Brian Giuffrida, the company's vice president of marketing and business development, sums up the company's value proposition thusly:
"If you're involved in litigation, you need to know what you have, you need to know where it is, and you need to pull it together instantly," he said.
The company's unique indexing and searching technology "pre-collects" data so it's in "previewable" form when needed, Giuffrida said.
"It's always ready for the review process," he said. "That's significantly better than anyone does it today."
The software is useful for e-discovery, compliance, security, data risk, storage reclamation and knowledge reuse and even business intelligence and data mining, said Giuffrida.

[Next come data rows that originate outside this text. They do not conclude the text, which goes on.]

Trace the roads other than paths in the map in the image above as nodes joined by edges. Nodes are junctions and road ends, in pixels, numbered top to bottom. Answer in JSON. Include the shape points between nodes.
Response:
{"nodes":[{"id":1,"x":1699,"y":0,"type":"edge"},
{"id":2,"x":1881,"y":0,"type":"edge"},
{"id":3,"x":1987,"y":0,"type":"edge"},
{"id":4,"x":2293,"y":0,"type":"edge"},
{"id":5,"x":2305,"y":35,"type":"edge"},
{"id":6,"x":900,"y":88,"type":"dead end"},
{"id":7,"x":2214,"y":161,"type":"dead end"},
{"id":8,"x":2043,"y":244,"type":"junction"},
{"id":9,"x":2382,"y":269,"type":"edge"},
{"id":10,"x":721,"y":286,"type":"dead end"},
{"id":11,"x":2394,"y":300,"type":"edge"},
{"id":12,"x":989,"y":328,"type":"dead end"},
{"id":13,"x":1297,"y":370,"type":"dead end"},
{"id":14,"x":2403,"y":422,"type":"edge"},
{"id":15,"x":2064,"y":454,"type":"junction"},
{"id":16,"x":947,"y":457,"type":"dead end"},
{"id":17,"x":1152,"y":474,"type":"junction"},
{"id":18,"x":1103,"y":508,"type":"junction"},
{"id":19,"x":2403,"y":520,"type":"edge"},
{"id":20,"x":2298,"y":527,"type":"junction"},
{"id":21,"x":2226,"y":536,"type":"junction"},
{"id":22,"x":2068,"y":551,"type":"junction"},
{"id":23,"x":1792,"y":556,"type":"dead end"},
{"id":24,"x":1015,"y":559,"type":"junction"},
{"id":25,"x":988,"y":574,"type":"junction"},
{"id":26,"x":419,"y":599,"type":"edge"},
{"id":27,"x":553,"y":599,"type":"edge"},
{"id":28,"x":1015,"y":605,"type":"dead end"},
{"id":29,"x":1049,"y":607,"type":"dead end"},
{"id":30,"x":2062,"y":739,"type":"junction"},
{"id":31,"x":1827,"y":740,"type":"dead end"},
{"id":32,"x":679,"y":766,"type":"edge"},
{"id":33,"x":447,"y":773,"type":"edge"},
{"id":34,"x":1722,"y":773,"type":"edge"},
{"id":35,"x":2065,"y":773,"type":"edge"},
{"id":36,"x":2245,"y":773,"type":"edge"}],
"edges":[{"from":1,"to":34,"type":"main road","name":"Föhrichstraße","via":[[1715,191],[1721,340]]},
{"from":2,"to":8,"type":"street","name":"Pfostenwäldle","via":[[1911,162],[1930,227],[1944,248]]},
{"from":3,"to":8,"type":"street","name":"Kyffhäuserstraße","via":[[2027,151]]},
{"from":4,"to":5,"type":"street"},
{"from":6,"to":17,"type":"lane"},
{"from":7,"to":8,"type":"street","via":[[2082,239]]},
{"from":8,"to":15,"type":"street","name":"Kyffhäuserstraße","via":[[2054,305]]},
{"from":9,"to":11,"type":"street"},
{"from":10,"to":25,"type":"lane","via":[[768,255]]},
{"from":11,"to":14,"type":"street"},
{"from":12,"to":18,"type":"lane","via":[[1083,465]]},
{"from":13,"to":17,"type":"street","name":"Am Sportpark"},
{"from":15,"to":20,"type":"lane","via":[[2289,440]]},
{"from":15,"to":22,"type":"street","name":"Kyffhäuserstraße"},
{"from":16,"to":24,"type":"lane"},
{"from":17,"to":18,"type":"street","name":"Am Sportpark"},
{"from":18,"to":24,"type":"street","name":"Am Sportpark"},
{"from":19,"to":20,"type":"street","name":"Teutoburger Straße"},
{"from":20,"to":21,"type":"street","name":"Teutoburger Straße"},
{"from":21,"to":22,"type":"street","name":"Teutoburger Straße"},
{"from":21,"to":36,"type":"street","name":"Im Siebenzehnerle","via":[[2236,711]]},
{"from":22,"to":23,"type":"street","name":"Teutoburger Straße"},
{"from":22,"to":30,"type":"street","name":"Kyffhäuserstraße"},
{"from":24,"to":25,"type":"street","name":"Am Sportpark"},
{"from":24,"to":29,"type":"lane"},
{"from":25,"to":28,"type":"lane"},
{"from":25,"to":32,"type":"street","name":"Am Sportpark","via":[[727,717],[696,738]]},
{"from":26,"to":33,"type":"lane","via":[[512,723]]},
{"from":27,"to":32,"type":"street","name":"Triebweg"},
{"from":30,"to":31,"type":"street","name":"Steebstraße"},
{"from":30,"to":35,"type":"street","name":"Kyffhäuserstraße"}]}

He also said it is "blazingly fast with even a minimal configuration," processing as much 5 to 6 terabytes in a 24-hour period.
The company, funded by Matrix Partners and Pilot House Ventures, says it can automatically process the unstructured and semi-structured data found in documents, spreadsheets, e-mails, and presentations that make up as much as 85 percent of corporate data, and do it without disrupting IT processes.
The analysis and classification tools let managers locate specific kinds of data such as Social Security and credit card numbers, identify regulated data for compliance and relevant documents for legal issues, and locate intellectual property that can be reused.
The company spent two years developing its technology, with much of that time spent under the name Auraria Networks, and Giuffrida already claims "large iconic organizations" as customers.
"The concept of classifying data before taking action and managing it makes a ton of sense," said analyst Brian Babineau of Enterprise Strategy Group.
"The company has very good technology, but it is a Swiss Army knife and can be used to solve so many issues," said Babineau, adding that the company needs to focus on a few management problems for now.
"Organizations that go through frequent electronic discovery events can benefit from solutions that help them understand what data they have, where it is, and who has access to it," Babineau said. "This helps attorneys quickly identify what data may be relevant to a specific request and then move and retain that data so it can be further reviewed."
Another possible use is locating information that may be better off managed within SharePoint applications, he said, noting that "nearly half of worldwide organizations have either already deployed SharePoint or are planning to. Companies need to figure out what data belongs in SharePoint so it does not become a dumping ground like many corporate file shares are today. Classification solutions like Digital Reef can actually be used to help people maximize their SharePoint investments."